▶ **WORK INSTRUCTIONS**
The response should contain all of the records, copied exactly, and none of the images.

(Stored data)
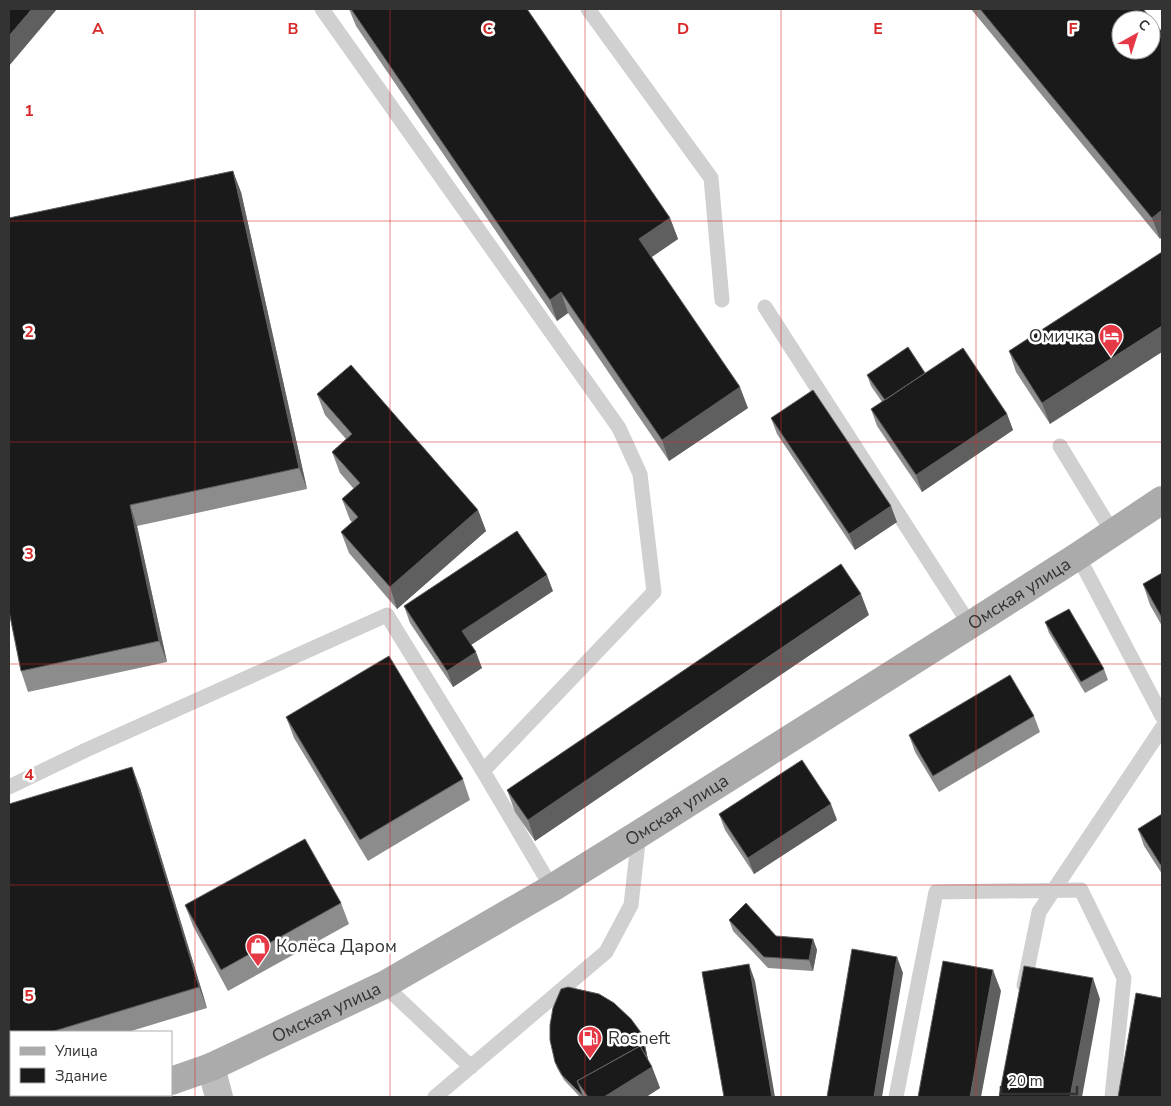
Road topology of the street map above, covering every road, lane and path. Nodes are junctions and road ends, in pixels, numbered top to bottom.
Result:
1 (322, 9) edge
2 (588, 9) edge
3 (722, 300) dead end
4 (765, 307) dead end
5 (1060, 446) dead end
6 (1162, 500) edge
7 (1113, 533) junction
8 (1078, 556) junction
9 (970, 625) junction
10 (1162, 716) edge
11 (1162, 728) edge
12 (483, 771) junction
13 (9, 787) edge
14 (639, 834) junction
15 (552, 888) junction
16 (1054, 890) junction
17 (384, 985) junction
18 (1021, 1000) edge
19 (471, 1066) junction
20 (211, 1067) junction
21 (172, 1081) edge
22 (219, 1097) edge
23 (435, 1097) edge
24 (896, 1097) edge
25 (1112, 1097) edge

1 - 12 lane
2 - 3 lane
4 - 9 lane
5 - 7 lane
6 - 7 main road, Омская улица
7 - 8 main road, Омская улица
8 - 9 main road, Омская улица
8 - 10 lane
9 - 14 main road, Омская улица
11 - 16 lane
12 - 13 lane
12 - 15 lane
14 - 15 main road, Омская улица
14 - 19 lane
15 - 17 main road, Омская улица
16 - 18 lane
16 - 24 lane
16 - 25 lane
17 - 19 lane
17 - 20 main road, Омская улица
19 - 23 lane
20 - 21 main road, Омская улица
20 - 22 street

▶ **RESPONSE TO THIS EXERCISE**
Road topology of the street map above, covering every road, lane and path. Nodes are junctions and road ends, in pixels, numbered top to bottom.
Result:
1 (322, 9) edge
2 (588, 9) edge
3 (722, 300) dead end
4 (765, 307) dead end
5 (1060, 446) dead end
6 (1162, 500) edge
7 (1113, 533) junction
8 (1078, 556) junction
9 (970, 625) junction
10 (1162, 716) edge
11 (1162, 728) edge
12 (483, 771) junction
13 (9, 787) edge
14 (639, 834) junction
15 (552, 888) junction
16 (1054, 890) junction
17 (384, 985) junction
18 (1021, 1000) edge
19 (471, 1066) junction
20 (211, 1067) junction
21 (172, 1081) edge
22 (219, 1097) edge
23 (435, 1097) edge
24 (896, 1097) edge
25 (1112, 1097) edge

1 - 12 lane
2 - 3 lane
4 - 9 lane
5 - 7 lane
6 - 7 main road, Омская улица
7 - 8 main road, Омская улица
8 - 9 main road, Омская улица
8 - 10 lane
9 - 14 main road, Омская улица
11 - 16 lane
12 - 13 lane
12 - 15 lane
14 - 15 main road, Омская улица
14 - 19 lane
15 - 17 main road, Омская улица
16 - 18 lane
16 - 24 lane
16 - 25 lane
17 - 19 lane
17 - 20 main road, Омская улица
19 - 23 lane
20 - 21 main road, Омская улица
20 - 22 street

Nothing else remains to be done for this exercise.